Background & aims: Interactions of neurotrophins with the appropriate trk receptors result in growth and maturational alterations in nervous system cells during development. The aim of this study was to examine whether similar interactions could be involved in human enteric nervous system (ENS) survival or differentiation as well.
Methods: Immunocytochemical detection of TrkA, TrkB, and TrkC, as well as the ligands neurotrophin 3 (NT-3) and brain-derived neurotrophic factor (BDNF), was accomplished on normal human fetal and postnatal intestine.

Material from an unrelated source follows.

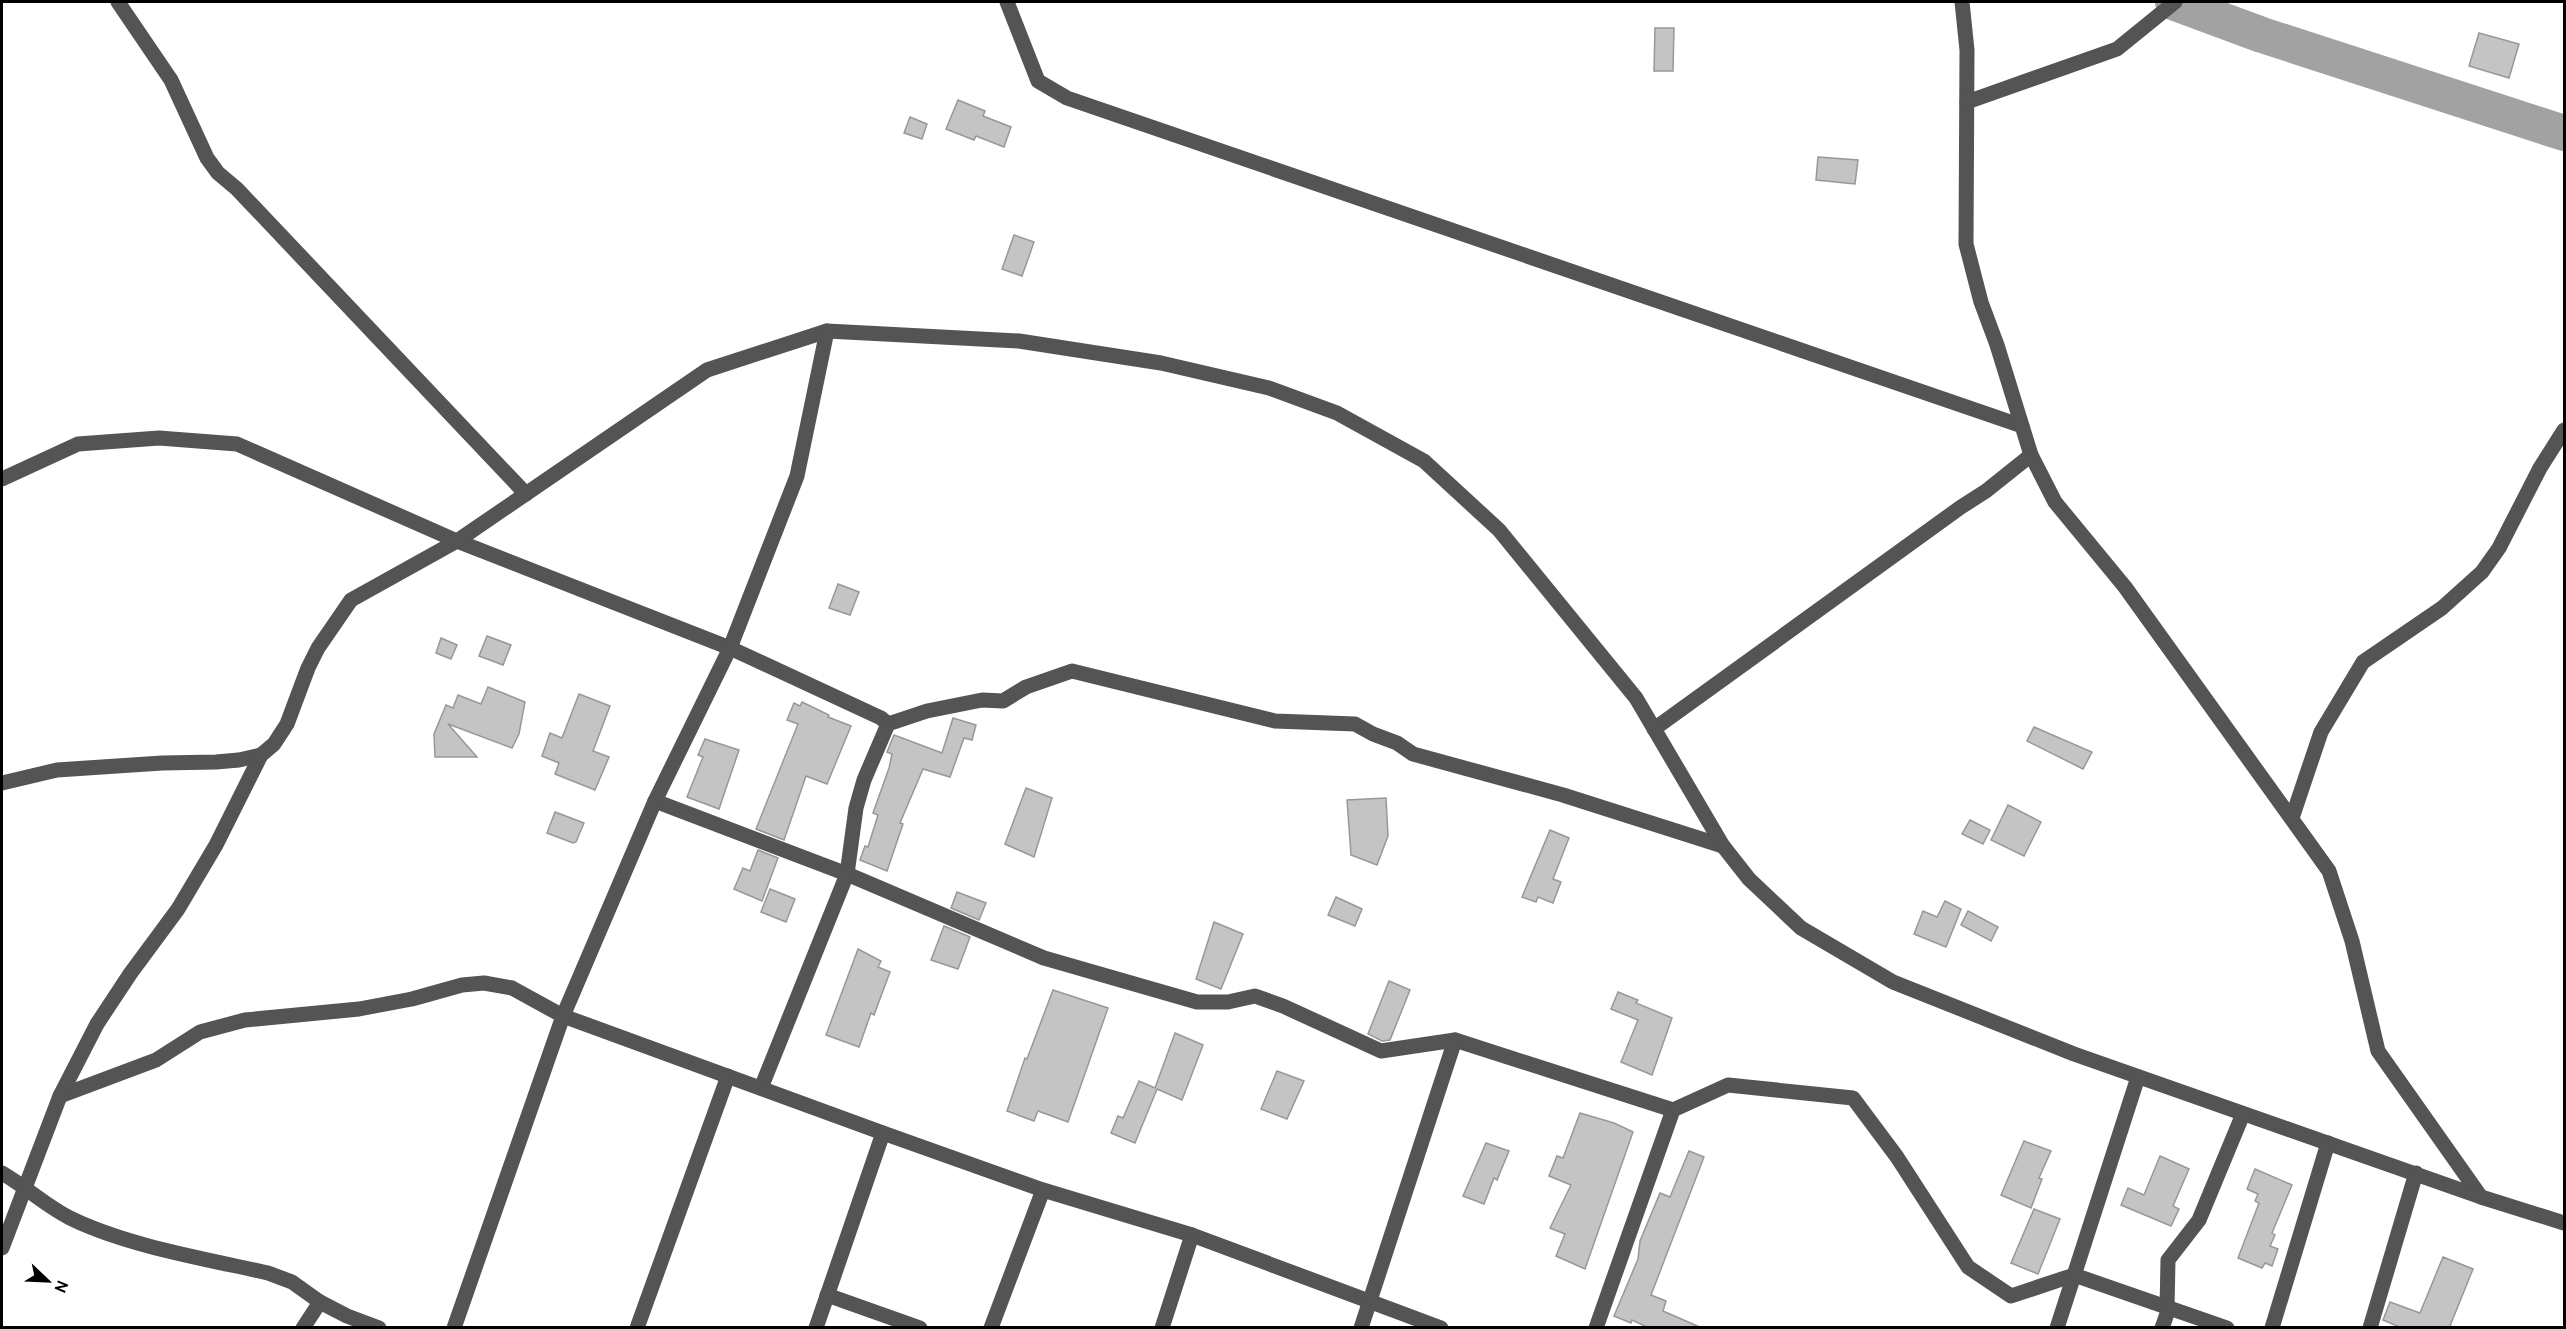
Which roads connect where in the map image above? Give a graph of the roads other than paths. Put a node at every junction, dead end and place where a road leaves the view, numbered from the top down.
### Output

Results: Neither neurotrophins nor their receptors were identified in immature postmigrational ENS progenitors at 7 weeks' fetal developmental age; however, TrkC and TrkA were specifically localized to developing ENS cells after 19 developmental weeks. From infancy through adulthood, TrkA and TrkB immunoreactivities were localized to both enteric ganglion cells and glia, whereas TrkC was localized exclusively to enteric ganglion cells. In postnatal intestine, BDNF immunoreactivity was primarily localized to enteric ganglion cells, with NT-3 localized to enteric plexuses, intermuscular basal lamina, and along or between circular and longitudinal smooth muscle cells.
Conclusions: These data indicate that neurotrophic influences may be involved in ENS development and survival, with potential importance in functional differentiation disorders of the intestinal ENS.